Die Hinweise auf die Kulturrevolution und ihre Propaganda-Instrumente sind ebenso offensichtlich wie die von Ironie und Kontrasten geprägte Seite des „Political Pop“. Bei genauer Betrachtung kann man eine echte Sehnsucht des Künstlers nach seinem Land, sogar während jener Zeit, wahrnehmen.

Qiu Jie, geprägt vom Konfuzianismus, der den sozialen Realismus und die Moral betont, sowie vom Taoismus, der der Natur und der Gelassenheit einen wesentlichen Platz einräumt, verwischt ständig die Bilder zwischen Vergangenheit und Gegenwart, Ost und West, der traditionellen und zeitgenössischen Kunst. So entsprechen einige seiner Blumendarstellungen nicht mehr denen der traditionellen chinesischen Malerei, sondern den Blumen unseres Klimas; so wie die Pfingstrose, die „Königin der Blumen“ oder „Fuguihua“ (Fu / Reichtum und Mistel / Wert).

Damit wir seinen Gedankengängen folgen können, fügt Qiu Je den anspruchsvollen Symbolen der klassischen, chinesischen Malerei, wie Berge und Wasser, volkstümliche Gebrauchsgegenstände wie Teekannen und Schalen für Teezeremonien hinzu, aber auch Kontrapunkte wie Handys als Zeichen der Banalität des täglichen Lebens.

Qiu Jie beherrscht alle Maltechniken von der Bleistiftzeichnung bis zur Ölmalerei. In seinen Aquarellen und Tuschezeichnungen spielt er mit hellen und lebendigen Farben, womit er sich dem Maler Wu Dayu (1903 – 1988) annähert. Von diesem sagt man, dass „das fließende Blau, zu dem das helle Rot und das helle Gelb hinzugefügt werden, eine rhythmische Palette bilden. Der Maler vereint in seinem flüssigen Pinselstrich das Wesentliche der chinesischen Kalligraphie und des westlichen Stils. “

Qiu Jie, „der Mann, der von anderen Bergen abstammt“, präsentiert sich während eines Interviews als chinesischer Hippie, wegen seiner Vorliebe für Provokation und seiner Äußerung von Zweifeln. Er ist sowohl ein Gebildeter dem chinesischen Verständnis nach, als auch ein Romantiker im westlichen Sinne.

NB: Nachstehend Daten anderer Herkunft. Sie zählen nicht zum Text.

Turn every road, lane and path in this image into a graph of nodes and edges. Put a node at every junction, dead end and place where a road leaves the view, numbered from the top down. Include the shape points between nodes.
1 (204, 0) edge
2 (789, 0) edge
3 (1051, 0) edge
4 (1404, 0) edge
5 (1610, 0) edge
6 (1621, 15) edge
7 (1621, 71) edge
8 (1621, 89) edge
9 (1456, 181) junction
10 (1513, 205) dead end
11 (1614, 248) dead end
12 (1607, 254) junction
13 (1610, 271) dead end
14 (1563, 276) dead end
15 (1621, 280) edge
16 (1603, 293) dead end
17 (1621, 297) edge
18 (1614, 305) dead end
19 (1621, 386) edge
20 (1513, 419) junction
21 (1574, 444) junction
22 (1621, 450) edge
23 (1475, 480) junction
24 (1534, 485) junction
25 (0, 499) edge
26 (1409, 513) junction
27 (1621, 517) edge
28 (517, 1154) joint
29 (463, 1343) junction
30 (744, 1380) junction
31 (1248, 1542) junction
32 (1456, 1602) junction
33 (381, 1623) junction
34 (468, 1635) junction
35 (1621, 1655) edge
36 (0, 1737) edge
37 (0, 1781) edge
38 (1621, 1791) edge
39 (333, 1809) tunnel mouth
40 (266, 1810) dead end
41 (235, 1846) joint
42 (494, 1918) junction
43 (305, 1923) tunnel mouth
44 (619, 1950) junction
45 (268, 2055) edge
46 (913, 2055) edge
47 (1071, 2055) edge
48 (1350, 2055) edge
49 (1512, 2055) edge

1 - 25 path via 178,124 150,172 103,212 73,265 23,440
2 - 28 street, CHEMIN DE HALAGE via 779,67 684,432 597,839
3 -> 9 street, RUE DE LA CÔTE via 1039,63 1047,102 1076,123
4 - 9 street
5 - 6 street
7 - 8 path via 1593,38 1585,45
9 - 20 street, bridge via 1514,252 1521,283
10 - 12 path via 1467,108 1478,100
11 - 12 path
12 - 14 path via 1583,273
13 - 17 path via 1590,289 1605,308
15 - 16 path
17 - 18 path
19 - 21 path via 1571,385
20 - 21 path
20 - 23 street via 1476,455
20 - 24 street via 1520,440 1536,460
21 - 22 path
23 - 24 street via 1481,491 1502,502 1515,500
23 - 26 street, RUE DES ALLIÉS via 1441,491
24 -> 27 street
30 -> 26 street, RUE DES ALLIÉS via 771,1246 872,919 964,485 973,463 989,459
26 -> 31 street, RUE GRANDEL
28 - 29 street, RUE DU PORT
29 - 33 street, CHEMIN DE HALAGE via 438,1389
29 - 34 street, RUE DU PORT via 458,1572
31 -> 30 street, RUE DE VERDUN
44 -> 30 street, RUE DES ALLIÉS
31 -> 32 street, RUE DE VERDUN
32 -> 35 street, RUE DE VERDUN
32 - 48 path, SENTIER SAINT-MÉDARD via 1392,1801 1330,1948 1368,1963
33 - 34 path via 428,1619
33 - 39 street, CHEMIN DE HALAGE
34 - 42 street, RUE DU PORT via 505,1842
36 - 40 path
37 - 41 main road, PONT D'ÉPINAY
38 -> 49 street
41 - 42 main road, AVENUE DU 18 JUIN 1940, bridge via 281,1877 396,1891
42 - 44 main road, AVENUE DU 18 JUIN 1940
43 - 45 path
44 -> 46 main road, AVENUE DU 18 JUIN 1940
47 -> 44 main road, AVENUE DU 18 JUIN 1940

Wie für Marguerite Duras in „India Song“ ist das Leben für Qiu Jie ein Gewirr vergangener und gegenwärtiger Stimmen und Emotionen, ein ständiges Hin und Her zwischen Kulturen und Epochen, die sie geprägt haben.

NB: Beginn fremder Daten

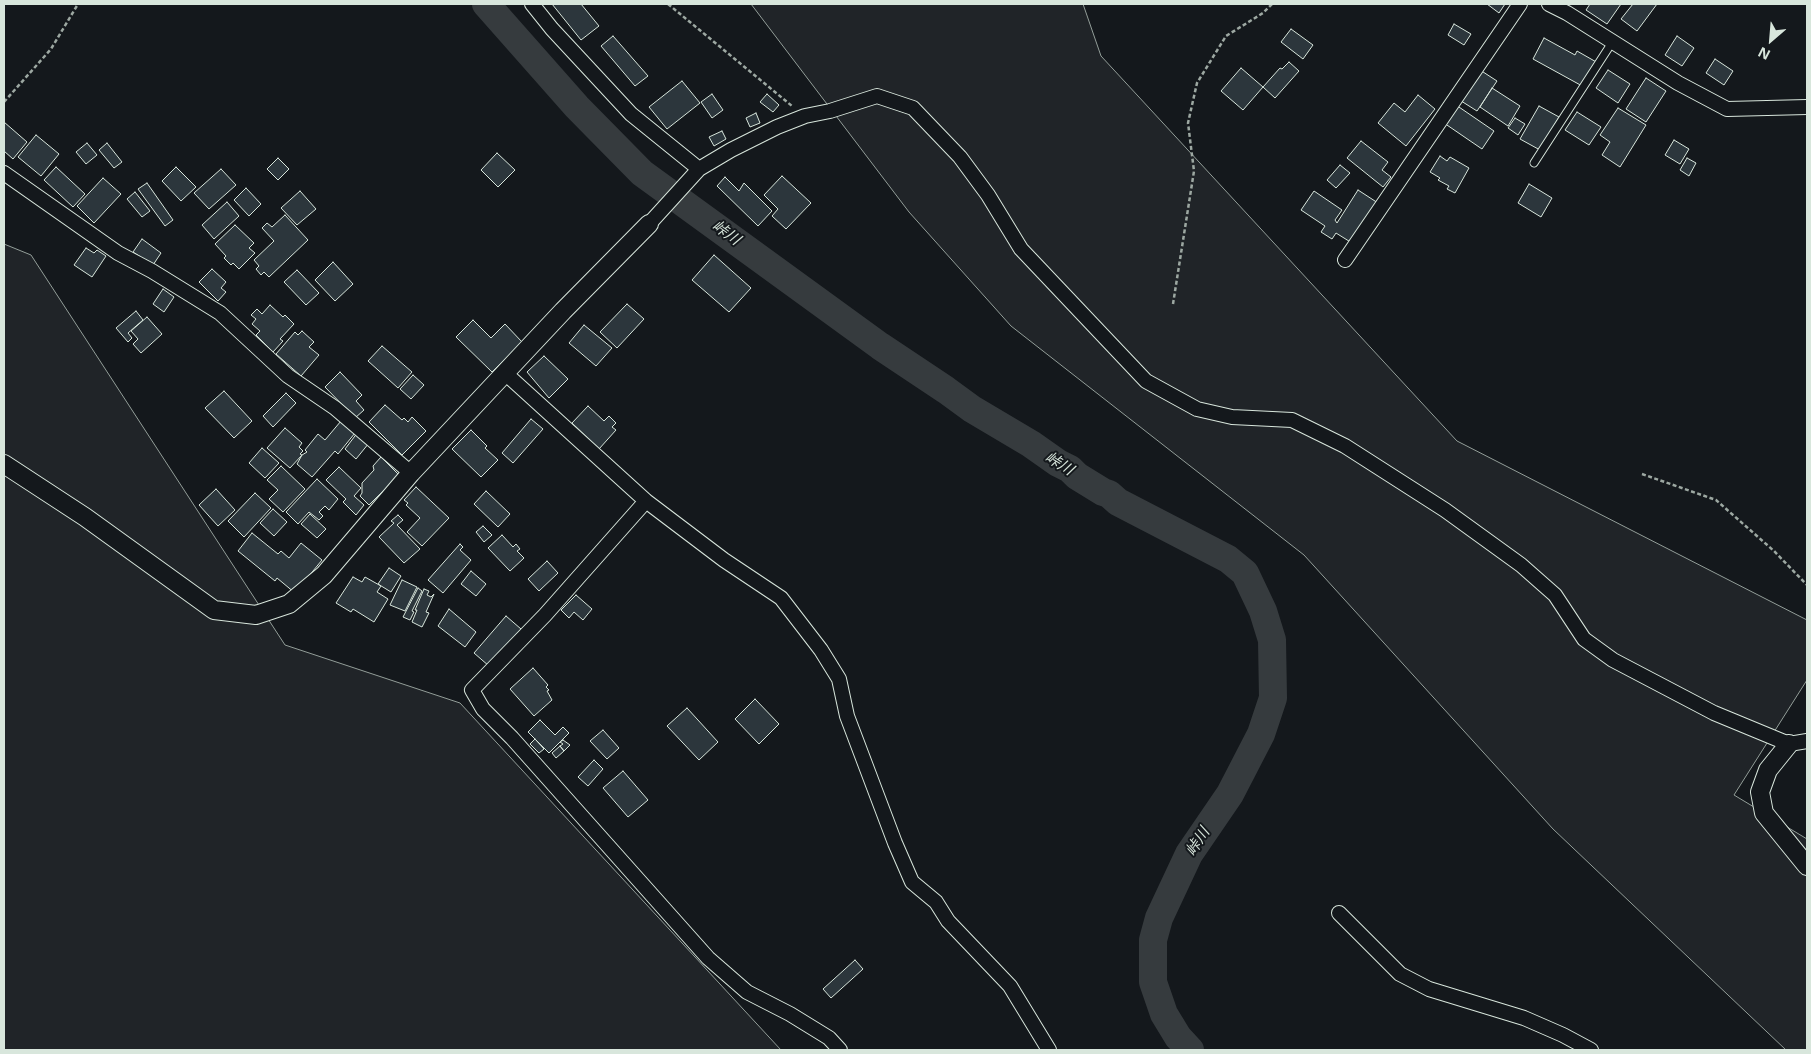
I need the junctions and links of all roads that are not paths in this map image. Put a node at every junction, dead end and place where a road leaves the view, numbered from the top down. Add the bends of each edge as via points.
1 (532, 4) edge
2 (1520, 4) edge
3 (1549, 4) edge
4 (1571, 8) edge
5 (1613, 41) junction
6 (1807, 107) edge
7 (1534, 163) dead end
8 (699, 169) junction
9 (4, 173) edge
10 (648, 224) joint
11 (1345, 260) dead end
12 (505, 373) junction
13 (4, 464) edge
14 (411, 474) junction
15 (646, 501) junction
16 (1807, 741) edge
17 (1789, 744) junction
18 (1807, 866) edge
19 (1339, 913) dead end
20 (840, 1050) edge
21 (1048, 1050) edge
22 (1591, 1050) edge

1 - 8 street via 631,114
2 - 11 street
3 - 4 street
4 - 5 street
5 - 6 street via 1678,83 1727,109
5 - 7 lane
8 - 10 street
8 - 17 street via 731,150 805,116 877,96 913,108 960,157 1021,249 1146,381 1198,409 1232,418 1292,420 1345,446 1445,510 1521,565 1555,595 1584,639 1613,660 1714,713
9 - 14 street via 118,253 220,313 288,376 335,408
10 - 12 street
12 - 14 street
12 - 15 street
13 - 14 street via 85,517 214,610 256,616 288,604 324,575
15 - 20 street via 545,615 472,690 484,709 708,958 747,992 829,1038
15 - 21 street via 781,598 821,650 839,679 847,716 894,843 912,882 936,902 948,921 1010,986
16 - 17 street
17 - 18 street via 1768,770 1760,792 1764,813
19 - 22 street via 1400,974 1429,990 1524,1018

Vielleicht sind das sehr präsente Rot und die Sinnlichkeit der weiblichen Figuren im Werk von Qiu Jie ein Wiederaufgreifen der Figur der Anne-Marie Stretter in Marguerite Duras‘ Film, die in ihrem roten Kleid für Provokation und Gefahr steht.

« SHANGHAI SONG »

«India Song», film de Marguerite Duras, marque les années soixante-dix comme le premier film sur la réminiscence des souvenirs et des illusions.

Qiu Jie vit entre Genève et Shanghai; il dessine et peint un monde dans lequel se croisent bien des mémoires.

Qiu Jie inscrit dans son travail l’histoire de sa vie dont il partage les moments les plus forts avec qui regarde ses œuvres de près.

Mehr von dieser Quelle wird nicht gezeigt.